## GIVEN DATA
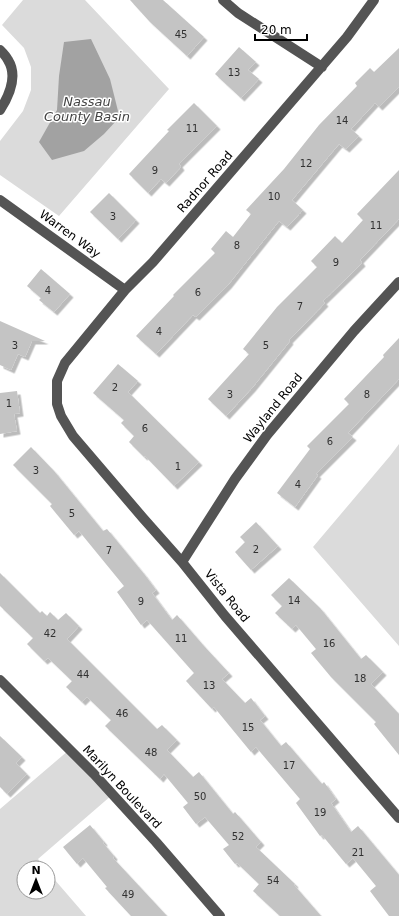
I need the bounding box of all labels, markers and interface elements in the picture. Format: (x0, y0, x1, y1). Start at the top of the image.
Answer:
scale bar (255, 16, 307, 42)
text: 20 m (261, 23, 292, 37)
house number: 45 (175, 29, 187, 40)
house number: 13 (228, 67, 240, 78)
water label: Nassau County Basin (44, 94, 130, 124)
house number: 14 (336, 115, 348, 126)
house number: 11 (186, 123, 198, 134)
street label: Radnor Road (175, 148, 235, 216)
house number: 12 (300, 158, 312, 169)
house number: 9 (152, 165, 158, 176)
house number: 10 (268, 191, 280, 202)
street label: Warren Way (37, 207, 103, 261)
house number: 3 (110, 211, 116, 222)
house number: 11 (370, 220, 382, 231)
house number: 8 (234, 240, 240, 251)
house number: 9 (333, 257, 339, 268)
house number: 4 (45, 285, 51, 296)
house number: 6 (195, 287, 201, 298)
house number: 7 (297, 301, 303, 312)
house number: 4 (156, 326, 162, 337)
house number: 3 (12, 340, 18, 351)
house number: 5 (263, 340, 269, 351)
street label: Wayland Road (241, 370, 305, 446)
house number: 2 (112, 382, 118, 393)
house number: 3 (227, 389, 233, 400)
house number: 8 (364, 389, 370, 400)
house number: 1 (6, 398, 12, 409)
house number: 6 (142, 423, 148, 434)
house number: 6 (327, 436, 333, 447)
house number: 1 (175, 461, 181, 472)
house number: 3 (33, 465, 39, 476)
house number: 4 (295, 479, 301, 490)
house number: 5 (69, 508, 75, 519)
house number: 2 (253, 544, 259, 555)
house number: 7 (106, 545, 112, 556)
street label: Vista Road (202, 567, 252, 625)
house number: 14 (288, 595, 300, 606)
house number: 9 (138, 596, 144, 607)
house number: 42 (44, 628, 56, 639)
house number: 11 (175, 633, 187, 644)
house number: 16 (323, 638, 335, 649)
house number: 44 (77, 669, 89, 680)
house number: 18 (354, 673, 366, 684)
house number: 13 (203, 680, 215, 691)
house number: 46 (116, 708, 128, 719)
house number: 15 (242, 722, 254, 733)
street label: Marilyn Boulevard (80, 743, 164, 831)
house number: 48 (145, 747, 157, 758)
house number: 17 (283, 760, 295, 771)
house number: 50 (194, 791, 206, 802)
house number: 19 (314, 807, 326, 818)
house number: 52 (232, 831, 244, 842)
house number: 21 (352, 847, 364, 858)
north arrow (16, 860, 56, 900)
text: N (31, 864, 41, 877)
house number: 54 (267, 875, 279, 886)
house number: 49 (122, 889, 134, 900)

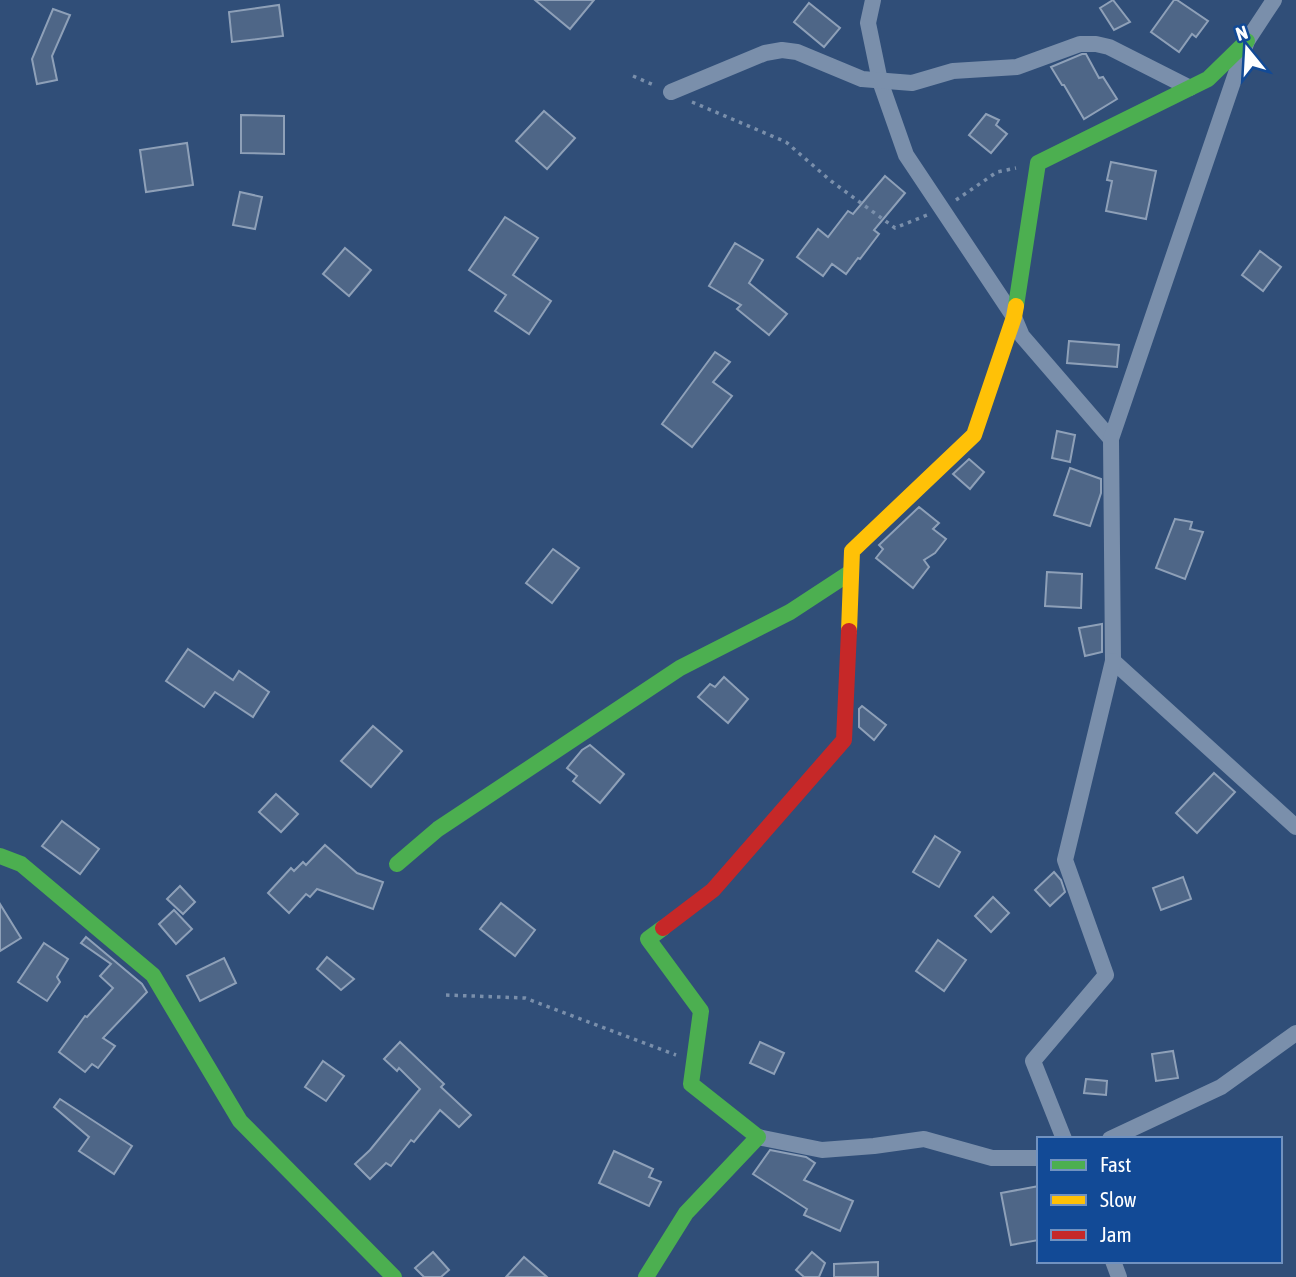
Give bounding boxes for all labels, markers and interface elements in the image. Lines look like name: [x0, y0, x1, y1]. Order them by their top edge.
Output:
north arrow: [1212, 14, 1282, 84]
text: N: [1233, 21, 1250, 45]
legend: [1037, 1137, 1282, 1263]
text: Fast: [1100, 1152, 1131, 1176]
text: Slow: [1100, 1187, 1137, 1211]
text: Jam: [1100, 1222, 1132, 1246]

## WHAT IS BEING ASKED
Search the material above for lines containing the string "north", then pull them out.

## PROBLEM SOLUTION
north arrow (16, 860, 56, 900)
north arrow: [1212, 14, 1282, 84]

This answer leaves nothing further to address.